There is a moment in "The Hunger Games" where the citizens of District 12 — a divided community within a futuristic, haunting alternate universe that is never really categorized as America or elsewhere — raise up their right hands to reveal a symbol that consists of the first three fingers being held upright.
I'm sure what I'm describing here is familiar to a lot of readers, previously knowledgeable of Suzanne Collins's novel of the same title. But for a hand gesture that appears not once but twice within a 142-minute movie, one would think the film itself would take a few seconds to explain what the hell it actually meant.

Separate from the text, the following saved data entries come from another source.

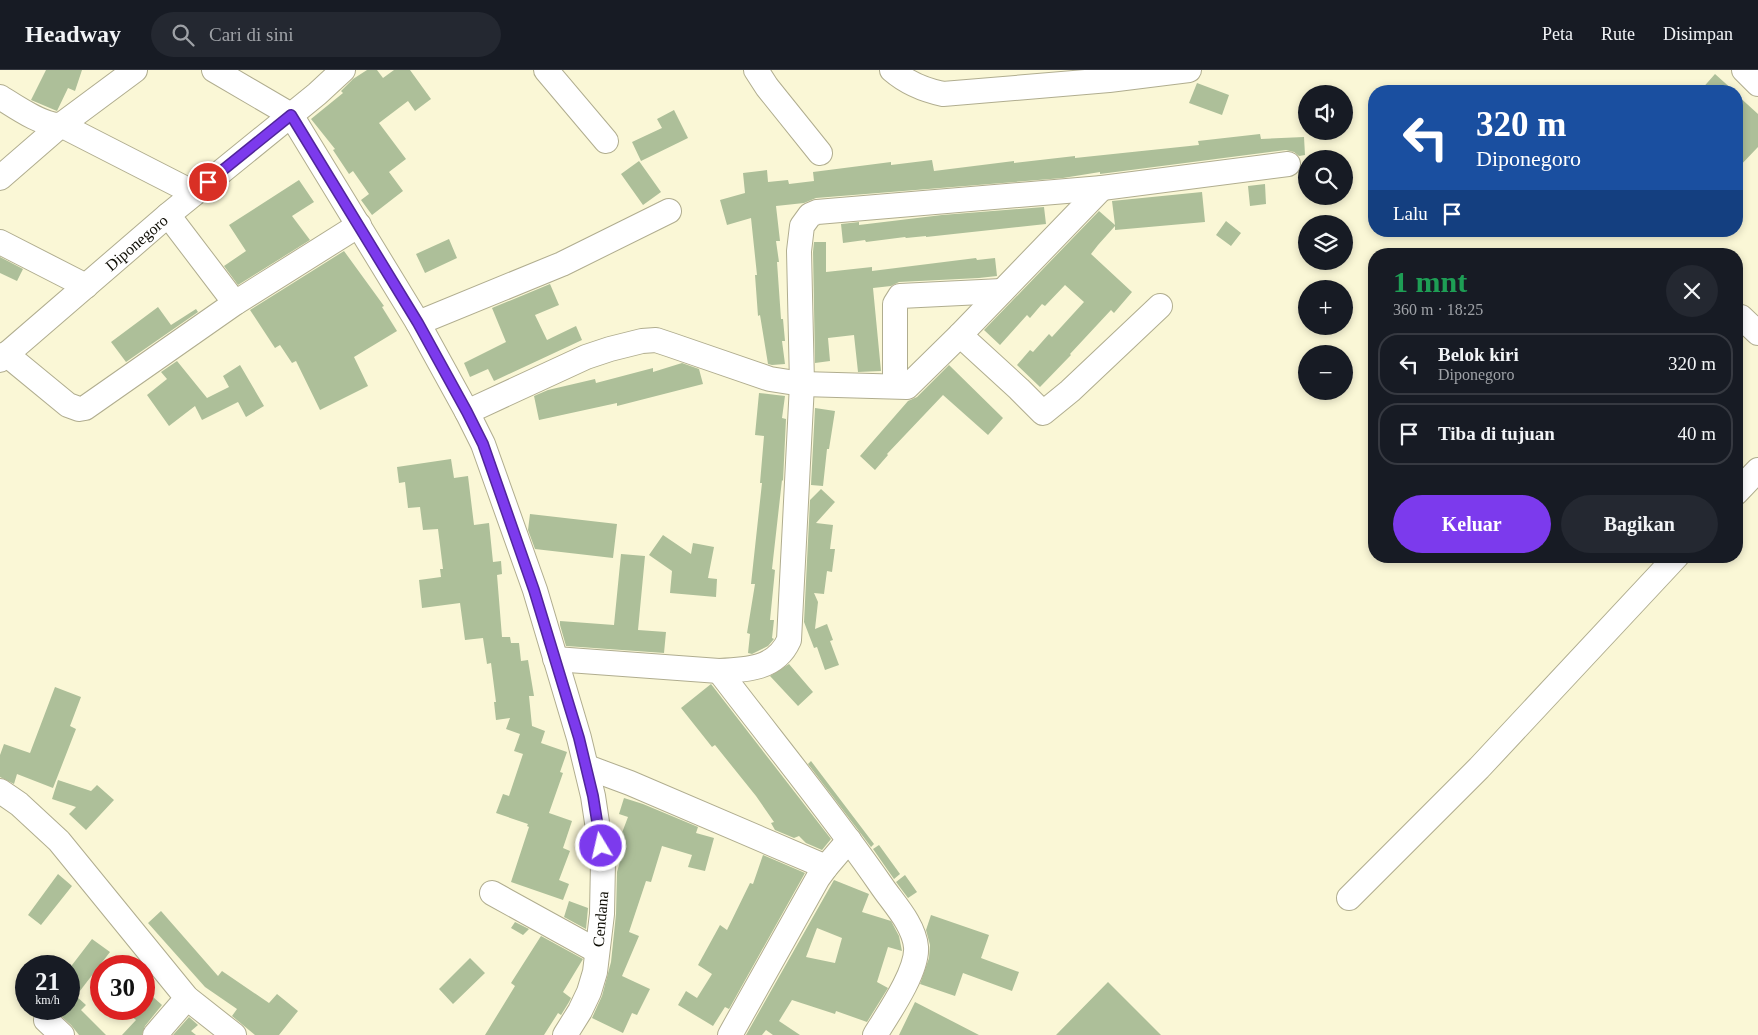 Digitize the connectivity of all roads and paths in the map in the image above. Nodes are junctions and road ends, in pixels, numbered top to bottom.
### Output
1 (135, 70) edge
2 (214, 70) edge
3 (344, 70) edge
4 (546, 70) edge
5 (756, 70) edge
6 (892, 70) edge
7 (1189, 70) edge
8 (1744, 70) edge
9 (1758, 84) edge
10 (0, 97) edge
11 (291, 115) junction
12 (61, 124) junction
13 (606, 141) dead end
14 (820, 153) dead end
15 (1288, 164) dead end
16 (0, 178) edge
17 (1102, 188) junction
18 (194, 193) junction
19 (670, 211) dead end
20 (168, 215) junction
21 (359, 225) junction
22 (0, 242) edge
23 (86, 286) junction
24 (1002, 291) junction
25 (235, 303) junction
26 (1160, 306) dead end
27 (418, 323) junction
28 (960, 335) junction
29 (3, 357) edge
30 (802, 384) junction
31 (895, 386) junction
32 (467, 412) junction
33 (1758, 470) edge
34 (1743, 486) edge
35 (1670, 563) edge
36 (555, 659) junction
37 (719, 671) junction
38 (586, 767) junction
39 (0, 791) edge
40 (849, 840) junction
41 (826, 866) junction
42 (492, 893) dead end
43 (1350, 898) dead end
44 (597, 951) junction
45 (187, 998) junction
46 (155, 1035) edge
47 (234, 1035) edge
48 (565, 1035) edge
49 (730, 1035) edge
50 (875, 1035) edge

1 - 12 street
2 - 11 street
3 - 11 street, Diponegoro
4 - 13 street
5 - 14 street
6 - 7 street
8 - 9 street
10 - 12 street
11 - 18 street, Diponegoro
11 - 21 street, Cendana
12 - 16 street
12 - 18 street
15 - 17 street
17 - 24 street
17 - 30 street
18 - 20 street, Diponegoro
19 - 27 street
20 - 23 street, Diponegoro
20 - 25 street
21 - 25 street
21 - 27 street, Cendana
22 - 23 street
23 - 29 street, Diponegoro
24 - 28 street
24 - 31 street
25 - 29 street
26 - 28 street
27 - 32 street, Cendana
28 - 31 street
30 - 31 street
30 - 32 street
30 - 37 street
32 - 36 street, Cendana
33 - 34 street
35 - 43 street
36 - 37 street
36 - 38 street, Cendana
37 - 40 street
38 - 41 street
38 - 44 street, Cendana
39 - 45 street
40 - 41 street
40 - 50 street
41 - 49 street
42 - 44 street
44 - 48 street, Cendana
45 - 46 street
45 - 47 street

Is this how viewers who never read a "Harry Potter" book felt during the movies? As a reader and a fan, I always praised the films for being faithful adaptations, but without previous awareness of the source material I fear some movies may have come off as the cinematic equivalent of Cliff Notes.
This is how I felt a lot of the time during "The Hunger Games," an adequately made blockbuster but a sloppy storyteller — constantly winking and nudging at people who have read the books and trying to find its footing for everyone else. My confusion here seems to represent exclusivity to a club that I am just not a part of.
What do the hand gestures mean? Why can clothing spontaneously catch and extinguish fire? What world are we in, exactly? The funniest joke in the movie comes when Stanley Tucci — the host of the titular competition, reminiscent of a blue-haired Ryan Seacrest — actually halts the narrative to explain what something means. Where was he during the rest of the movie?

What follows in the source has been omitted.